For me personally, I had the benefit of doing university at two schools that many decades ago embraced Indigenous learning in Canada, first at Trent University and then at the University of Northern British Columbia. Trent was the first university in Canada, and only the second in North America, to establish an academic department dedicated to the inclusion of Indigenous peoples in its programs and it had a profound impact on me. After that, I had the fortune while at the David Suzuki Foundation to support work with the Musqueam people on preserving the last wild salmon stream in Vancouver. That experience helped me create some very positive relationships, and quite frankly broke down a lot of prejudices I had. Stereotypes were demystified, and I felt freer, and much richer.  Now as a father, I have tried to make sure my children have awareness on the truth, the call to reconciliation and understand the importance of it to their future. I have taken them both separately through the Kairos Blanket Exercise and have been deeply impacted by the experience and its teachings.
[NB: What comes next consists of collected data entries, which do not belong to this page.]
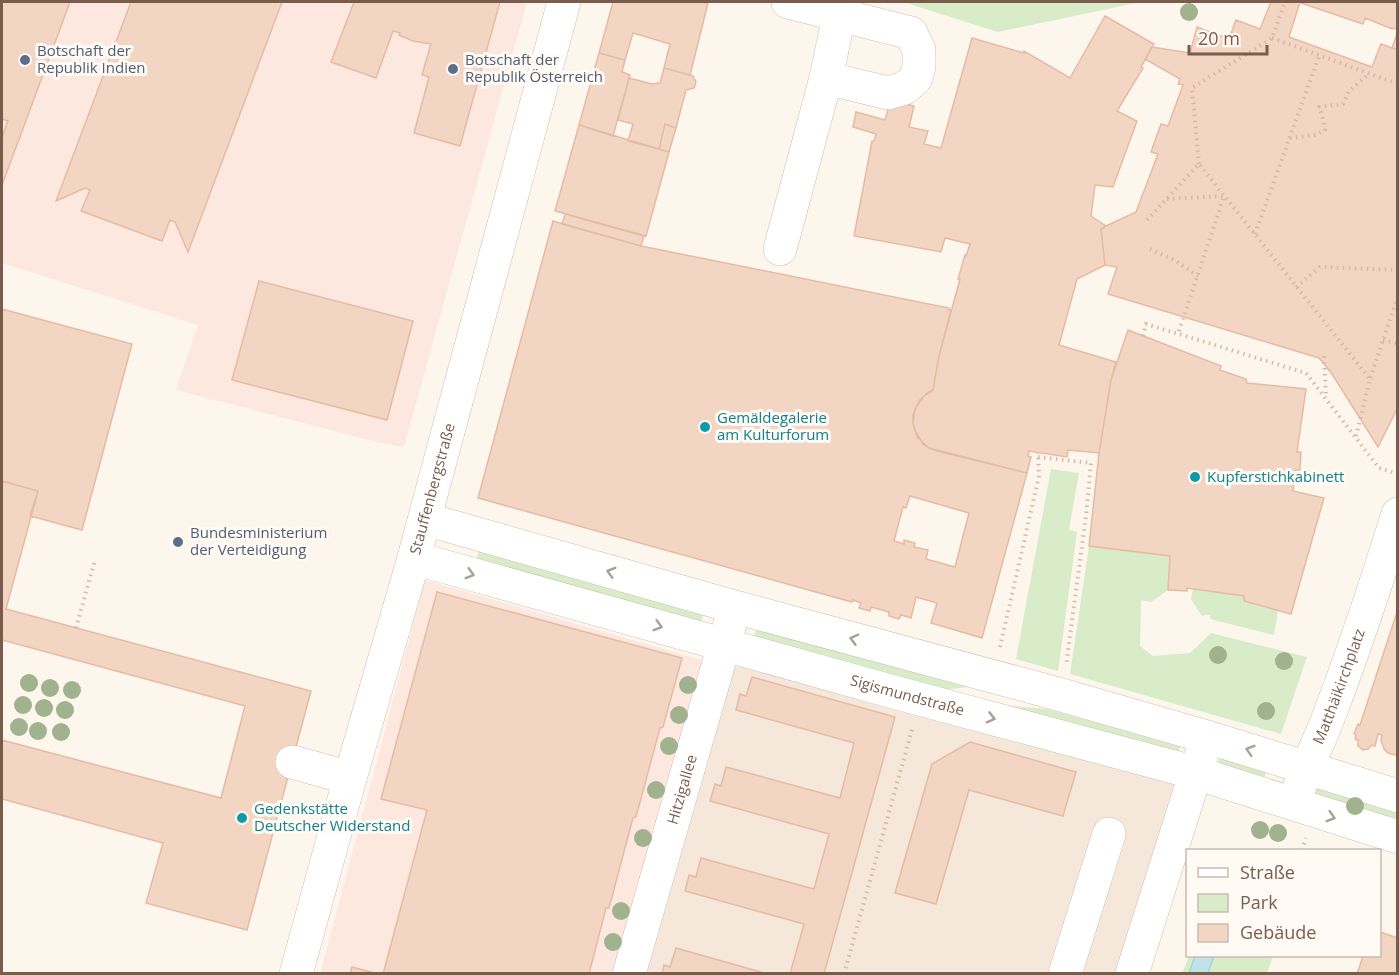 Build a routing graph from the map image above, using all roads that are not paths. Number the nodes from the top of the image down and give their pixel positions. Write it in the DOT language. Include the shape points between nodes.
graph roads {
  1 [pos="564,2"];
  2 [pos="788,2"];
  3 [pos="839,15"];
  4 [pos="826,78"];
  5 [pos="780,249"];
  6 [pos="1398,514"];
  7 [pos="425,519"];
  8 [pos="414,558"];
  9 [pos="1389,569"];
  10 [pos="735,607"];
  11 [pos="724,645"];
  12 [pos="1207,736"];
  13 [pos="292,762"];
  14 [pos="1306,768"];
  15 [pos="1196,773"];
  16 [pos="350,778"];
  17 [pos="1398,796"];
  18 [pos="1293,805"];
  19 [pos="1109,834"];
  20 [pos="1398,837"];
  21 [pos="296,974"];
  22 [pos="629,974"];
  23 [pos="1065,974"];
  24 [pos="1132,974"];
  1 -- 7 [label="street, Stauffenbergstraße"];
  2 -- 3 [label="street"];
  3 -- 4 [label="street"];
  3 -- 4 [label="street" via="911,33 919,50 919,66 916,78 905,88 888,93"];
  4 -- 5 [label="street"];
  6 -- 9 [label="street, Matthäikirchplatz"];
  7 -- 8 [label="street, Stauffenbergstraße"];
  10 -- 7 [label="street, one-way"];
  8 -- 11 [label="street, Sigismundstraße, one-way"];
  8 -- 16 [label="street, Stauffenbergstraße"];
  9 -- 14 [label="street, Matthäikirchplatz"];
  10 -- 11 [label="street, Hitzigallee"];
  12 -- 10 [label="street, one-way"];
  11 -- 15 [label="street, Sigismundstraße, one-way"];
  11 -- 22 [label="street, Hitzigallee"];
  14 -- 12 [label="street, one-way"];
  12 -- 15 [label="street"];
  13 -- 16 [label="street"];
  14 -- 17 [label="street"];
  14 -- 18 [label="street, Matthäikirchplatz"];
  15 -- 18 [label="street, Sigismundstraße"];
  15 -- 24 [label="street"];
  16 -- 21 [label="street, Stauffenbergstraße"];
  18 -- 20 [label="street, Sigismundstraße, one-way"];
  19 -- 23 [label="street"];
} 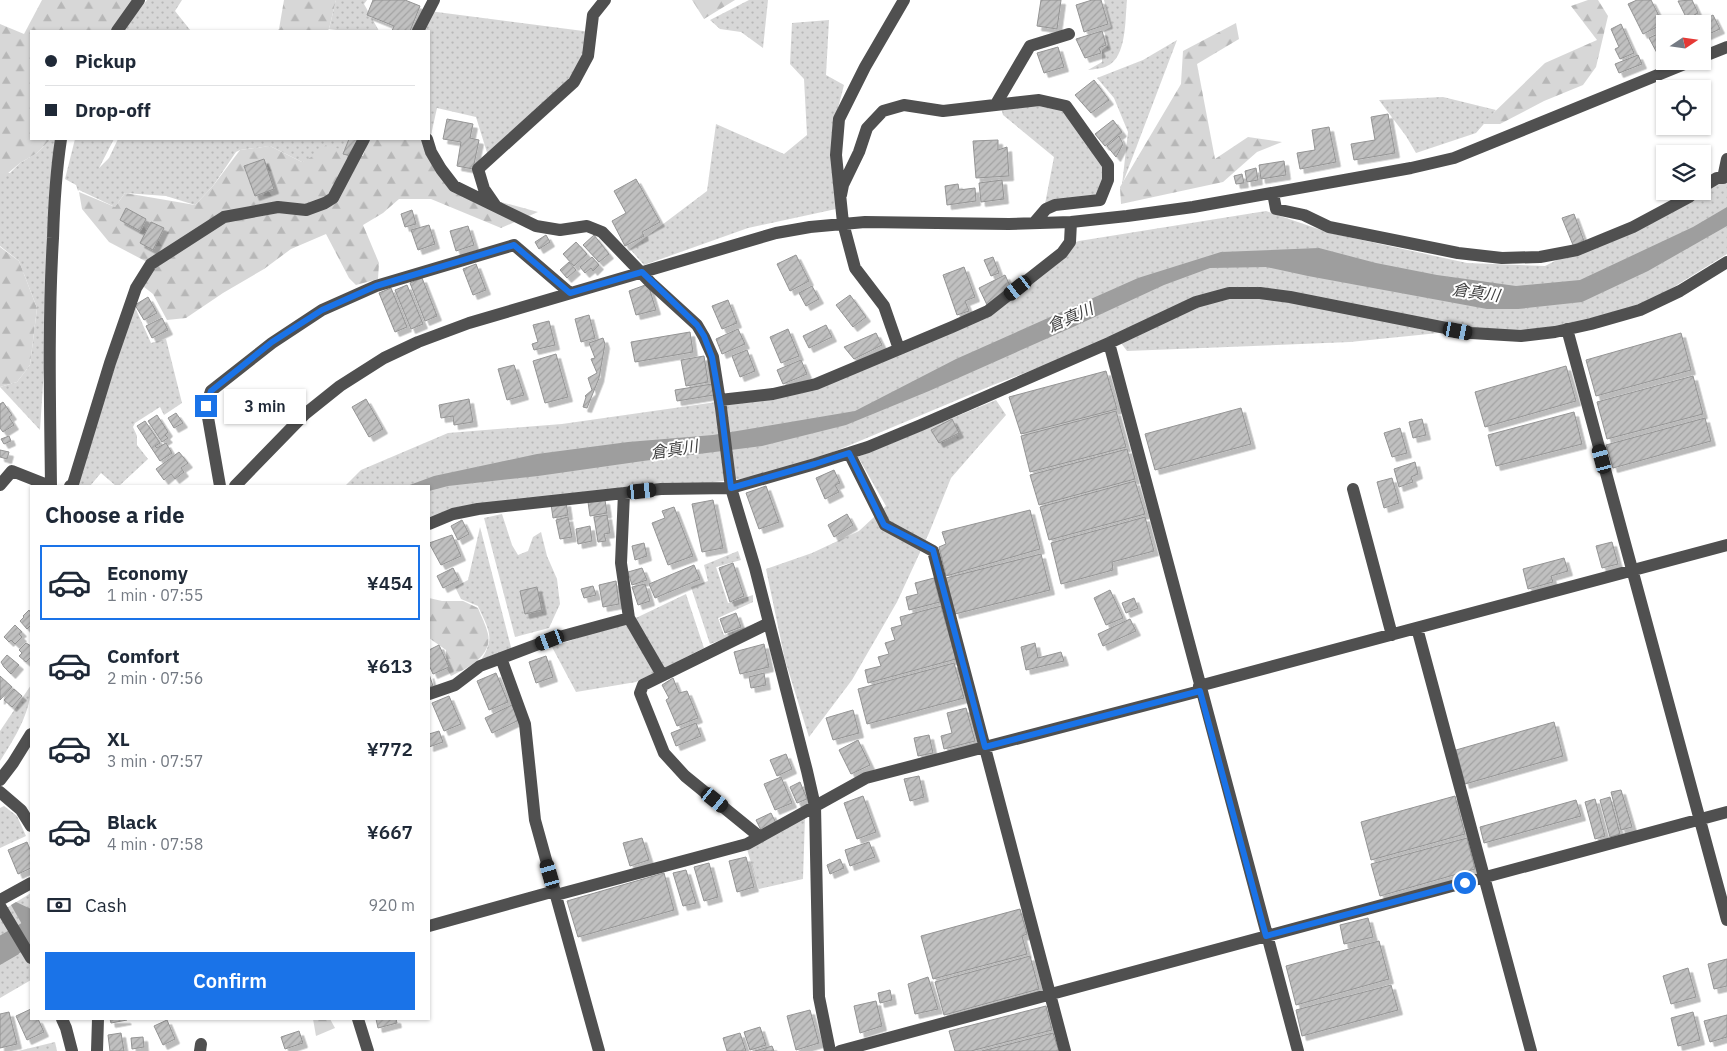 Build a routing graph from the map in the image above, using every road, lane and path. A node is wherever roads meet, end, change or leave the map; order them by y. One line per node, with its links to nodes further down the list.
1 (139, 0): 5 (street)
2 (434, 0): 6 (street)
3 (605, 0): 20 (street)
4 (904, 0): 18 (street)
5 (118, 30)
6 (419, 30)
7 (1069, 34): 11 (street)
8 (1727, 47): 9 (street)
9 (1711, 53)
10 (1670, 70): 17 (street)
11 (996, 104): 18 (street); 23 (street)
12 (62, 140): 34 (street)
13 (363, 140): 35 (street)
14 (428, 140): 20 (street)
15 (1727, 159): 16 (street)
16 (1711, 182)
17 (1273, 193): 19 (street); 21 (street)
18 (841, 195): 22 (street)
19 (1683, 200)
20 (496, 206): 25 (street)
21 (1070, 222): 23 (street); 29 (street)
22 (842, 223): 23 (street); 25 (street); 29 (street)
23 (1034, 223)
24 (1727, 262): 27 (street)
25 (642, 272): 26 (street); 30 (street)
26 (570, 293): 36 (street); 37 (street)
27 (1567, 329): 28 (street); 43 (street)
28 (1109, 343): 31 (street); 50 (street)
29 (899, 349): 30 (street)
30 (721, 404): 38 (street)
31 (849, 453): 38 (street); 53 (street)
32 (0, 485): 33 (street)
33 (48, 485)
34 (51, 485)
35 (72, 485)
36 (220, 485)
37 (237, 485)
38 (731, 488): 40 (street); 45 (street)
39 (1353, 489): 47 (street)
40 (624, 493): 41 (street); 44 (street)
41 (430, 524)
42 (1727, 545): 43 (street)
43 (1632, 570): 46 (street); 58 (street)
44 (629, 618): 48 (street); 49 (street)
45 (769, 623): 49 (street); 56 (street)
46 (1417, 628): 47 (street); 61 (street)
47 (1392, 635): 50 (street)
48 (501, 658): 51 (street); 63 (street)
49 (662, 674): 60 (street)
50 (1200, 688): 53 (street); 67 (street)
51 (430, 694)
52 (30, 736): 54 (street)
53 (985, 747): 56 (street); 69 (street)
54 (0, 780)
55 (0, 792): 59 (street)
56 (815, 806): 60 (street); 77 (street)
57 (1727, 812): 58 (street)
58 (1699, 820): 61 (street); 65 (street)
59 (30, 824)
60 (760, 836): 63 (street)
61 (1484, 878): 67 (street); 81 (street)
62 (30, 884): 64 (street)
63 (556, 893): 66 (street); 76 (street)
64 (1, 906): 68 (street)
65 (1727, 920)
66 (430, 926)
67 (1266, 936): 69 (street); 80 (street)
68 (30, 956)
69 (1050, 994): 78 (street); 79 (street)
70 (62, 1020): 73 (street)
71 (98, 1020): 74 (street)
72 (358, 1020): 75 (street)
73 (72, 1051)
74 (97, 1051)
75 (368, 1051)
76 (599, 1051)
77 (830, 1051)
78 (840, 1051)
79 (1065, 1051)
80 (1298, 1051)
81 (1531, 1051)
The recent news from the former residential school shocked me, but didn’t surprise me, given what I knew about the horrors of this reality in our country. I’ll never forget the lesson of the blanket exercise, where even if the children at the schools survived the experience, they often found returning to their communities very difficult and were left with no where to turn. What a terrible life sentence. I hope this Kamloops discovery motivates Canadians to listen, truly listen, to Indigenous stories – stories of the horrific experiences and the lasting impacts today. I believe the true potential for our country can only be achieved if we understand truth, participate in reconciliation, and seek justice for Indigenous peoples. “Reconciliation must create a more equitable and inclusive society by closing the gaps in social, health and economic outcomes that exist between Aboriginal and non-Aboriginal Canadians” (TRC Final Report, What We Have Learned).
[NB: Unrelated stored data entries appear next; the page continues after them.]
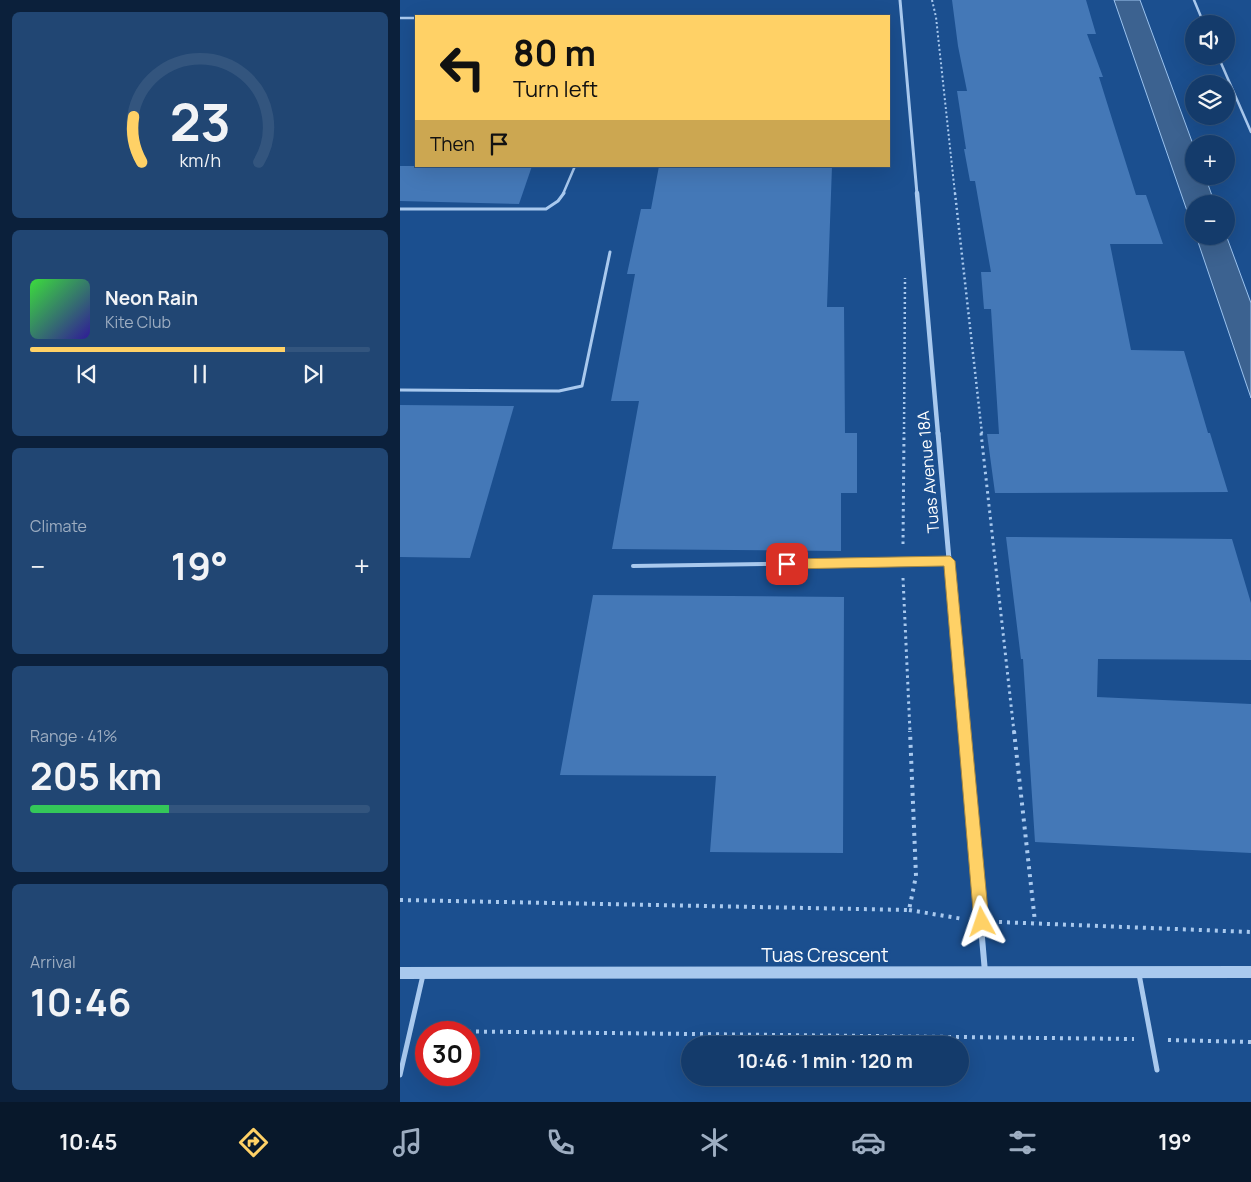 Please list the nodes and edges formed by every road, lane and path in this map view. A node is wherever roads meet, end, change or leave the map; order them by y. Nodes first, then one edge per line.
1 (900, 0) edge
2 (932, 0) edge
3 (1194, 0) edge
4 (1200, 15) edge
5 (400, 18) edge
6 (415, 18) edge
7 (1222, 65) edge
8 (1251, 132) edge
9 (575, 167) edge
10 (400, 209) edge
11 (610, 252) dead end
12 (905, 275) dead end
13 (400, 390) edge
14 (950, 561) junction
15 (903, 563) junction
16 (633, 566) dead end
17 (400, 900) edge
18 (909, 910) junction
19 (982, 922) junction
20 (1034, 922) junction
21 (1251, 932) edge
22 (985, 972) junction
23 (1139, 972) junction
24 (1251, 972) edge
25 (400, 973) edge
26 (423, 973) junction
27 (411, 1031) junction
28 (1152, 1039) junction
29 (1251, 1042) edge
30 (1157, 1070) dead end
31 (400, 1075) edge

1 - 14 street, Tuas Avenue 18A
2 - 20 path
3 - 4 lane
5 - 6 lane
7 - 8 lane
9 - 10 lane
11 - 13 lane
12 - 15 path
14 - 15 lane
14 - 19 street, Tuas Avenue 18A
15 - 16 lane
15 - 18 path
17 - 18 path
18 - 19 path
19 - 20 path
19 - 22 street, Tuas Avenue 18A
20 - 21 path
22 - 23 street, Tuas Crescent
22 - 26 street, Tuas Crescent
23 - 24 street, Tuas Crescent
23 - 28 lane
25 - 26 street, Tuas Crescent
26 - 27 lane
27 - 28 path
27 - 31 lane
28 - 29 path
28 - 30 lane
For CBSR, the board is seeking out direction on how to participate in active listening and learning to support acts of reconciliation amongst Canadian business. Diversity of views and backgrounds is a priority to have on the board and this will help when we set out our initiatives and programming. For the business that manages CBSR (the GLOBE and Delphi constellation) we have a Justice, Equity, Diversity and Inclusion (“JEDI”) process underway, being helped by third party experts to identify areas where we can be better as it relates to critical social issues like Indigenous reconciliation. Given we are a purpose led organization, with ‘socially just’ in our vision, we are looking for more ways to be true to that north star that guides us.
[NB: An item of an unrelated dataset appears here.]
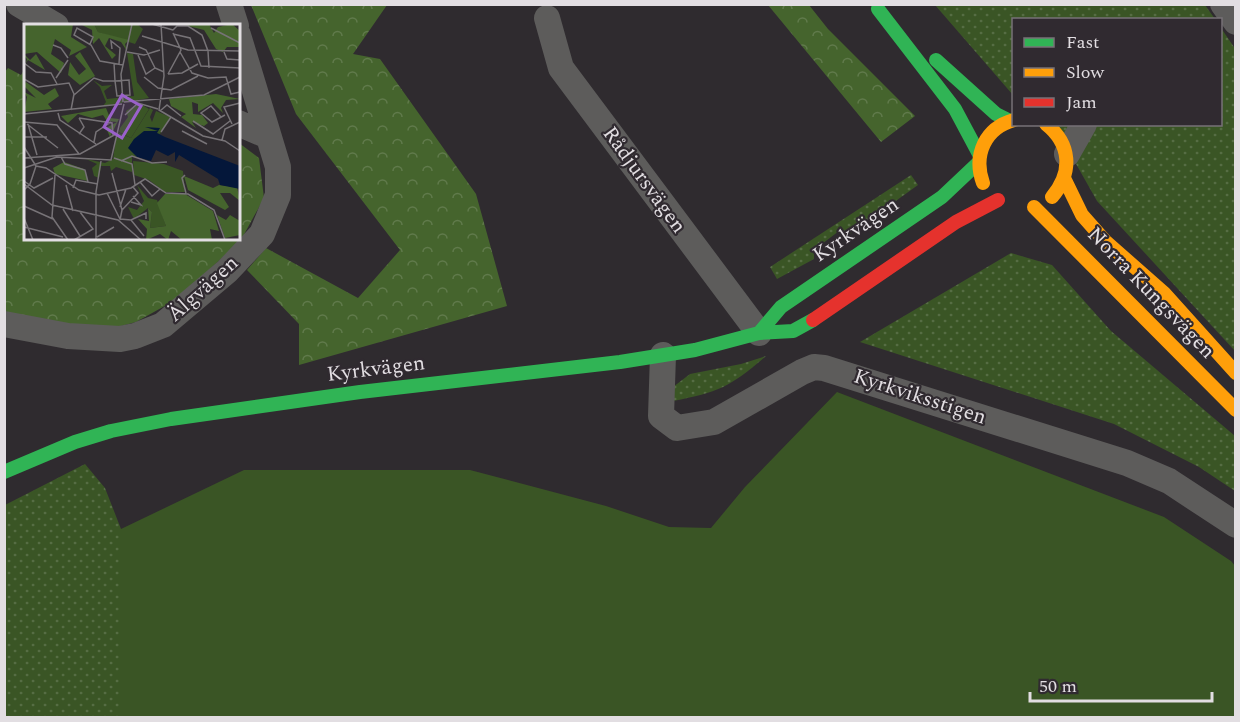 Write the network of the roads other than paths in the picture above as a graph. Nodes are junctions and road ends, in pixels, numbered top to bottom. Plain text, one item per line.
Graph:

For CBSR’s work, we want to increase the number of businesses in Canada where Indigenous reconciliation is an imperative, from a moral and a business point of view. This will take many steps and paths, and we are motivated by the need for business to be part of the solution to this critical priority for the future of the country. We also commit to actively seek out Indigenous led businesses for involvement in CBSR. Lastly, we encourage all members of CBSR, and its broader network to reach out with examples of steps they are taking, or ideas for strong paths to walk down, that help business engage on reconciliation. Beyond making land acknowledgements, we need to make a statement regarding what measures we are taking to build a more socially just future for Indigenous communities in Canada. Pointing business to Call to Action #92 of the Truth and Reconciliation Commission’s Call to Action Report is a place to start

As someone who’s life has been enriched by my interactions and collaborations with Indigenous peoples and communities, I desperately hope the rest of the non-indigenous community in Canada can be open and interested to broaden what they see as essential to Canada’s future.